I used 43" umbrella softboxes, maybe 2 feet away from the subject (or less) for most of my portraits.


----------



## Derrel (Jan 4, 2017)

You could get that soft light by using a large diffusion panel and shooting the light through it. The "box" aids mostly in moving it around and raising and lowering it easily. Recessed front would offer a grid option, but that might not be as useful on such a large box as it is on smaller boxes. Do you have a diffuser fabric for the PLM?

Giant umbrellas, like the 7-footer I bought, are in many cases, a giant PITA in anything except a full-blown, 16-foot-ceiling area...all they give is a massive "wall" of light, and it's hard to get much direction off of such a giant, parabolic reflector...it's like the front end of a wheat ...

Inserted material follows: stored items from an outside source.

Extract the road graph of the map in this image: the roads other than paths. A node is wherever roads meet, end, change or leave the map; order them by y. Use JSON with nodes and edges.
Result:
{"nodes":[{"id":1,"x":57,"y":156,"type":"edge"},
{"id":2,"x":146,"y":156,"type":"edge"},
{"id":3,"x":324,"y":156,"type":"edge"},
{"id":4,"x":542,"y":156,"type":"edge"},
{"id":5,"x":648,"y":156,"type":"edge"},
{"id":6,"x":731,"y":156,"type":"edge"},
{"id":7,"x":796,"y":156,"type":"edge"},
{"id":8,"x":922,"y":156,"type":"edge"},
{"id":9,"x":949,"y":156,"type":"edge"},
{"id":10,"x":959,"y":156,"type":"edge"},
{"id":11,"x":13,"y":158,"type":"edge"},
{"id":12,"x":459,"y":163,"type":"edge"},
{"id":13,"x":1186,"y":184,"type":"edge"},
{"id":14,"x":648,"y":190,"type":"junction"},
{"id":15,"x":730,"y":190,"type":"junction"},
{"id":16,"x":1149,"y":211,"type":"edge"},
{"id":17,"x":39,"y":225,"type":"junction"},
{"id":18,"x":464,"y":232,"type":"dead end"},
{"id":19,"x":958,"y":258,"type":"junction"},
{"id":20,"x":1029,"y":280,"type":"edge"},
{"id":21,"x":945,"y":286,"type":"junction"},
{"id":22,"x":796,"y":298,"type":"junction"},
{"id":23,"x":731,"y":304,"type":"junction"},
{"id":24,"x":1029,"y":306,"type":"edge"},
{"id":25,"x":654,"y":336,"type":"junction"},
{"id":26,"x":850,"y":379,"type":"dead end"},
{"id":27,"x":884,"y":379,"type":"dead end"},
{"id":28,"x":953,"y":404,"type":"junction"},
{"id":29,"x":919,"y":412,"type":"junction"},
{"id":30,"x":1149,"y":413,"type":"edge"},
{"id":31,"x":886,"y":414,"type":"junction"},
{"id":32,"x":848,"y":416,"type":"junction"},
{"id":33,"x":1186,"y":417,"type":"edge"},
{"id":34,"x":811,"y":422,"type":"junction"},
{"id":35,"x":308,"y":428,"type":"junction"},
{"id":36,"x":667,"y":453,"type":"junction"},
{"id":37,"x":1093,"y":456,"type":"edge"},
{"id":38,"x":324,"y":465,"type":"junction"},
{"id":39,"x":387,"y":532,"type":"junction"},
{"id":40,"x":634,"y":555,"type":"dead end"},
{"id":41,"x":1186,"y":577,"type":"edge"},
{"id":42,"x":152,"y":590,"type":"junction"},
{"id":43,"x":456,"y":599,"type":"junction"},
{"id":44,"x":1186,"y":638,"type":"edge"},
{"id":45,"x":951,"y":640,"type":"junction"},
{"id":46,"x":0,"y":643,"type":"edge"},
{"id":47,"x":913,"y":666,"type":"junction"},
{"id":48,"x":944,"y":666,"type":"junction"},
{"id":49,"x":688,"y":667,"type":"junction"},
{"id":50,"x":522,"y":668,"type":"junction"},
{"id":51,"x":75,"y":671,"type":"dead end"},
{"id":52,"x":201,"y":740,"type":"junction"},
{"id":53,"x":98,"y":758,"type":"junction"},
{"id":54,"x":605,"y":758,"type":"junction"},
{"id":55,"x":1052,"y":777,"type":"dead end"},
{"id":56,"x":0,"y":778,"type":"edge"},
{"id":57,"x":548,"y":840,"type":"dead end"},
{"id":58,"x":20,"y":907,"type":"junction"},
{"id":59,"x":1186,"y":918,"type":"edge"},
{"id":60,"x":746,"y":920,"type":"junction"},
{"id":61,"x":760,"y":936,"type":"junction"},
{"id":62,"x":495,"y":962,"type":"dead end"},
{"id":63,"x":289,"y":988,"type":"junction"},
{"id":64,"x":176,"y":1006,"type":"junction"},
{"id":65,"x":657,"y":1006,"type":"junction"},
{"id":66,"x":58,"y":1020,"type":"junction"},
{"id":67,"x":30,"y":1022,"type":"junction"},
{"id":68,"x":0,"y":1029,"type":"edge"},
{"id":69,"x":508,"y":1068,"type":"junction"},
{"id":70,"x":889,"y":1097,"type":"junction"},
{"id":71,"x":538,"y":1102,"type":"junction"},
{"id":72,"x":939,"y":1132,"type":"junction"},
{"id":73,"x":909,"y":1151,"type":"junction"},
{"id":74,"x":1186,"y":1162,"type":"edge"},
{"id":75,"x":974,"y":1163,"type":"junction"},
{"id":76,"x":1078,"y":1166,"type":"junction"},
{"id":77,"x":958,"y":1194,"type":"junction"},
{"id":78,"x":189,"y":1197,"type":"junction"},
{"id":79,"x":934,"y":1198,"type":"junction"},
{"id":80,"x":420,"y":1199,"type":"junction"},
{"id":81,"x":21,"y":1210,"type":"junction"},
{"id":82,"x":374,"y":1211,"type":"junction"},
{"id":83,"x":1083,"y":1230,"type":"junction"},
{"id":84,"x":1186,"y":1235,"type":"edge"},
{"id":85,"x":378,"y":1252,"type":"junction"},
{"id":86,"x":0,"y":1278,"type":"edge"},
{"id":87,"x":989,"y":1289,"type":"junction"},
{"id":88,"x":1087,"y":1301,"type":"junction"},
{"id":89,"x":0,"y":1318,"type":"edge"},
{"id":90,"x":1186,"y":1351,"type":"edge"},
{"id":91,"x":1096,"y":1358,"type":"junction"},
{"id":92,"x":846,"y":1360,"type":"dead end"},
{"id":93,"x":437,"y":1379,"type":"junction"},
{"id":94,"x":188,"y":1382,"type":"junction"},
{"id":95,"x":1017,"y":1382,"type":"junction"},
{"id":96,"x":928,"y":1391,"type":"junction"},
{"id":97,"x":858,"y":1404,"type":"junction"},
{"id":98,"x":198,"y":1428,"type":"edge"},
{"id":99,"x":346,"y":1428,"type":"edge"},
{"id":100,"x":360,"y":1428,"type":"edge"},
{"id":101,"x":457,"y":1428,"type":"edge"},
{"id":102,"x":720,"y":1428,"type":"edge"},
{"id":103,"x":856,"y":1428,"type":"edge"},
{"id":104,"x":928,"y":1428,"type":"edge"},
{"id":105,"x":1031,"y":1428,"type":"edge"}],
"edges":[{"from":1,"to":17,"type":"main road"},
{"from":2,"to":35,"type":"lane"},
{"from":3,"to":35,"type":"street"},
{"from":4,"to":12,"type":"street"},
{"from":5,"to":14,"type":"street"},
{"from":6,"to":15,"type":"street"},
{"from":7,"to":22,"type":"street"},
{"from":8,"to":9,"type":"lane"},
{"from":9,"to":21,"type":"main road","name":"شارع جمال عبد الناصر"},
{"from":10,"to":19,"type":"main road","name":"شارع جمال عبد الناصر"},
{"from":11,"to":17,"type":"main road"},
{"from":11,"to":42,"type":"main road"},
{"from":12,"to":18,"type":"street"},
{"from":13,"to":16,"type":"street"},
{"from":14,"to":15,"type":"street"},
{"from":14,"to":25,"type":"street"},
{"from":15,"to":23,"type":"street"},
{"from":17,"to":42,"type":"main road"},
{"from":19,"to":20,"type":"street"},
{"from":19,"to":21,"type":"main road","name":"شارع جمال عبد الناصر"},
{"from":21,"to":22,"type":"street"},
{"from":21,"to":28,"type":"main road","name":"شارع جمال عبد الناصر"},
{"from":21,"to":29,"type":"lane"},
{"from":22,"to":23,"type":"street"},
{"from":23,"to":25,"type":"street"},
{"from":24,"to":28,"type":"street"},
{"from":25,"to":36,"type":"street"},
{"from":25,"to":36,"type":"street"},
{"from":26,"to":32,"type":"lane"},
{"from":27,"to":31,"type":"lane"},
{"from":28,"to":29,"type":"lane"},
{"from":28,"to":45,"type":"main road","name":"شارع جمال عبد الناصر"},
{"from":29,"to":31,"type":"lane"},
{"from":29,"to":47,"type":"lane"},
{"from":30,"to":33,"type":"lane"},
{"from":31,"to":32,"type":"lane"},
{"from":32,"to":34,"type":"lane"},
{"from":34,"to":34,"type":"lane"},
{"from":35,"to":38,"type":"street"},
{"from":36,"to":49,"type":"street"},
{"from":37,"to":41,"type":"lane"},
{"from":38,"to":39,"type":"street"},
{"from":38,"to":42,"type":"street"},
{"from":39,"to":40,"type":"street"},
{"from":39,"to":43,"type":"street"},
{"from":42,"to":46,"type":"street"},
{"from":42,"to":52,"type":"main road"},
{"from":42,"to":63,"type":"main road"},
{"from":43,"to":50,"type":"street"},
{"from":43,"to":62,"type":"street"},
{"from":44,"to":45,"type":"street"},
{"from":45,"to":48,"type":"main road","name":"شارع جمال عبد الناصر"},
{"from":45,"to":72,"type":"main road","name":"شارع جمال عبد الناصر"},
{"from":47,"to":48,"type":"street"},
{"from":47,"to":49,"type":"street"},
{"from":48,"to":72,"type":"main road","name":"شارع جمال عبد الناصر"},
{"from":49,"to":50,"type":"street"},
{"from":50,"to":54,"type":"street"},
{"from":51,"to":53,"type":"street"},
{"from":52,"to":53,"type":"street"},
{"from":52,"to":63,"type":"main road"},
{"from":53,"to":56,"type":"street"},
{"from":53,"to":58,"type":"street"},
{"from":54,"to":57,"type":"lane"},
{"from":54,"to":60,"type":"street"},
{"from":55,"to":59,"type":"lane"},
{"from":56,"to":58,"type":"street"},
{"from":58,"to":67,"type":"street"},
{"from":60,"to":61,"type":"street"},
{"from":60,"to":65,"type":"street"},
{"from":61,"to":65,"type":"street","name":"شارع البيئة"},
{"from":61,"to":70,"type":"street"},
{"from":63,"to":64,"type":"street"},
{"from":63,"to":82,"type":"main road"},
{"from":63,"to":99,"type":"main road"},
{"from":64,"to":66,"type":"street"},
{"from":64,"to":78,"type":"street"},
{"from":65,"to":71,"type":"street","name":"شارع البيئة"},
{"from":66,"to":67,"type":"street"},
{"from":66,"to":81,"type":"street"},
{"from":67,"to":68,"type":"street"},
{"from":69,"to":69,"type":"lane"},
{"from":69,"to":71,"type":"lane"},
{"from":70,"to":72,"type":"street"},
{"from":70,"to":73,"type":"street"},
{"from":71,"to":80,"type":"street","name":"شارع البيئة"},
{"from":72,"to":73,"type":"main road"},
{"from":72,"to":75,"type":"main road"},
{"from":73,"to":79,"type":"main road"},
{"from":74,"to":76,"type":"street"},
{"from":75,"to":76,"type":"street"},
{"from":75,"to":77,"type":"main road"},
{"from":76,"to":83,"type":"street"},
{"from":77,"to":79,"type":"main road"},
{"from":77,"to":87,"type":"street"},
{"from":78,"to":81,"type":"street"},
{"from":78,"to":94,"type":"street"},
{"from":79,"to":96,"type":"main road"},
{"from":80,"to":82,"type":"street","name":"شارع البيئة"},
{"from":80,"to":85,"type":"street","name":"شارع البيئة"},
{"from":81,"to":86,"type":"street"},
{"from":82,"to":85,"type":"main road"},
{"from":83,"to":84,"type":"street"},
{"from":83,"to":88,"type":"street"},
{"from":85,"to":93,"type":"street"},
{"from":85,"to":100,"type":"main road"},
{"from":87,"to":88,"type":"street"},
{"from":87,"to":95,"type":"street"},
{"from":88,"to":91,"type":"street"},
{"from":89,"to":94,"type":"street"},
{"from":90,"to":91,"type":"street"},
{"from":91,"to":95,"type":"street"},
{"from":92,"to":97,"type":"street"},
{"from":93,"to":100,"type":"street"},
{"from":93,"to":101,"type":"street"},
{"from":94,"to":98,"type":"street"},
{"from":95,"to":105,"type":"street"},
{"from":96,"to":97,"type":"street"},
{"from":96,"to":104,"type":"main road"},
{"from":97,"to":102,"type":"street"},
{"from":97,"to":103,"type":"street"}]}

Very soft light is also relative to the distance and the size of the object. If you want softer light inside, consider adding a diffuser in front of the flashtube, inside of the box, so the light that starts out is scrambled (ie Einstein frosted diffuser, JTL, Profit, that type of a frosted diffuser cover that goes over the flashtube assembly), and only then hits either the umbrella fabric or the diffusing baffle. TuffSpun for example, or frosted mylar.

All of the boxes you mentioned look okay. I've had good luck with Westcott and Photoflex brand products for years now.


----------